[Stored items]

* * * * *

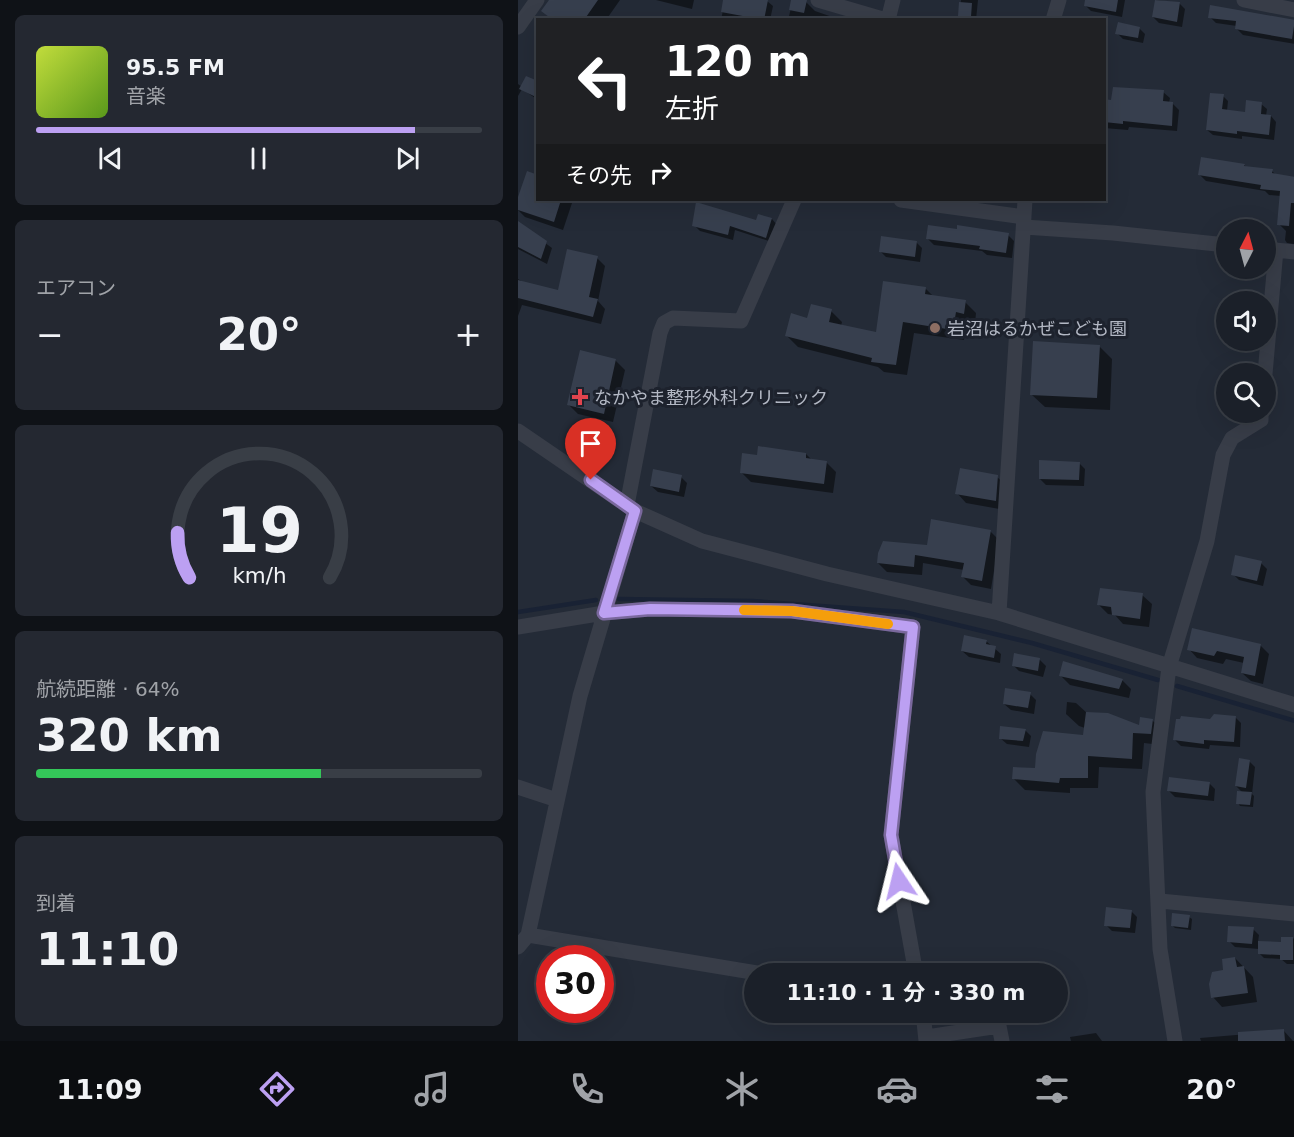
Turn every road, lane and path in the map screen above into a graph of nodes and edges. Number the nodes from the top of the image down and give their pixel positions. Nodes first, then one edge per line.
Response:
1 (537, 0) edge
2 (818, 0) edge
3 (893, 0) edge
4 (1059, 0) edge
5 (1244, 0) edge
6 (1295, 10) edge
7 (851, 14) edge
8 (875, 18) edge
9 (888, 18) edge
10 (1053, 18) edge
11 (518, 27) edge
12 (794, 201) edge
13 (907, 201) edge
14 (1025, 201) edge
15 (1024, 222) junction
16 (1216, 244) edge
17 (1276, 250) edge
18 (1295, 252) edge
19 (1270, 279) edge
20 (1266, 363) edge
21 (1256, 423) edge
22 (518, 431) edge
23 (631, 508) junction
24 (604, 613) junction
25 (999, 613) junction
26 (518, 627) edge
27 (1169, 667) junction
28 (1295, 705) edge
29 (518, 787) edge
30 (557, 800) junction
31 (1160, 901) junction
32 (1295, 914) edge
33 (523, 941) edge
34 (914, 963) edge
35 (744, 971) edge
36 (925, 1023) edge
37 (927, 1039) edge
38 (1002, 1041) edge
39 (1175, 1041) edge

1 - 11 street
2 - 7 street
3 - 9 street
4 - 10 street
5 - 6 street
7 - 8 street
12 - 23 street
13 - 15 street
14 - 15 street
15 - 16 street
15 - 25 street
17 - 18 street
19 - 20 street
21 - 27 street
22 - 23 street
23 - 24 street
23 - 25 street
24 - 26 street
24 - 30 street
24 - 34 street
25 - 27 street
27 - 28 street
27 - 31 street
29 - 30 street
30 - 33 street
31 - 32 street
31 - 39 street
33 - 35 street
36 - 37 street
37 - 38 street

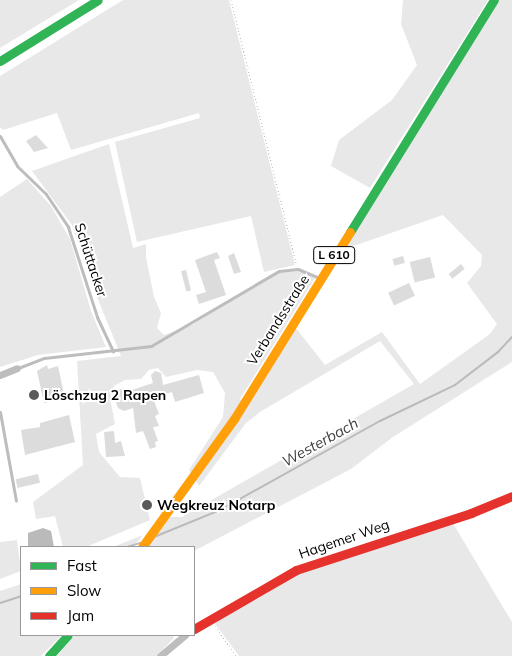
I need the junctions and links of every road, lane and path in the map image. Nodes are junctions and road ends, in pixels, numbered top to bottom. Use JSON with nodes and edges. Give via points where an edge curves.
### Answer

* * * * *

With the images left out, set down each record exactly as it appears.

Turn every road, lane and path in the map screen above into a graph of nodes and edges. Number the nodes from the top of the image down and give their pixel positions. Nodes first, then one edge per line.
Response:
1 (537, 0) edge
2 (818, 0) edge
3 (893, 0) edge
4 (1059, 0) edge
5 (1244, 0) edge
6 (1295, 10) edge
7 (851, 14) edge
8 (875, 18) edge
9 (888, 18) edge
10 (1053, 18) edge
11 (518, 27) edge
12 (794, 201) edge
13 (907, 201) edge
14 (1025, 201) edge
15 (1024, 222) junction
16 (1216, 244) edge
17 (1276, 250) edge
18 (1295, 252) edge
19 (1270, 279) edge
20 (1266, 363) edge
21 (1256, 423) edge
22 (518, 431) edge
23 (631, 508) junction
24 (604, 613) junction
25 (999, 613) junction
26 (518, 627) edge
27 (1169, 667) junction
28 (1295, 705) edge
29 (518, 787) edge
30 (557, 800) junction
31 (1160, 901) junction
32 (1295, 914) edge
33 (523, 941) edge
34 (914, 963) edge
35 (744, 971) edge
36 (925, 1023) edge
37 (927, 1039) edge
38 (1002, 1041) edge
39 (1175, 1041) edge

1 - 11 street
2 - 7 street
3 - 9 street
4 - 10 street
5 - 6 street
7 - 8 street
12 - 23 street
13 - 15 street
14 - 15 street
15 - 16 street
15 - 25 street
17 - 18 street
19 - 20 street
21 - 27 street
22 - 23 street
23 - 24 street
23 - 25 street
24 - 26 street
24 - 30 street
24 - 34 street
25 - 27 street
27 - 28 street
27 - 31 street
29 - 30 street
30 - 33 street
31 - 32 street
31 - 39 street
33 - 35 street
36 - 37 street
37 - 38 street

I need the junctions and links of every road, lane and path in the map image. Nodes are junctions and road ends, in pixels, numbered top to bottom. Use JSON with nodes and edges. Give via points where an edge curves.
### Answer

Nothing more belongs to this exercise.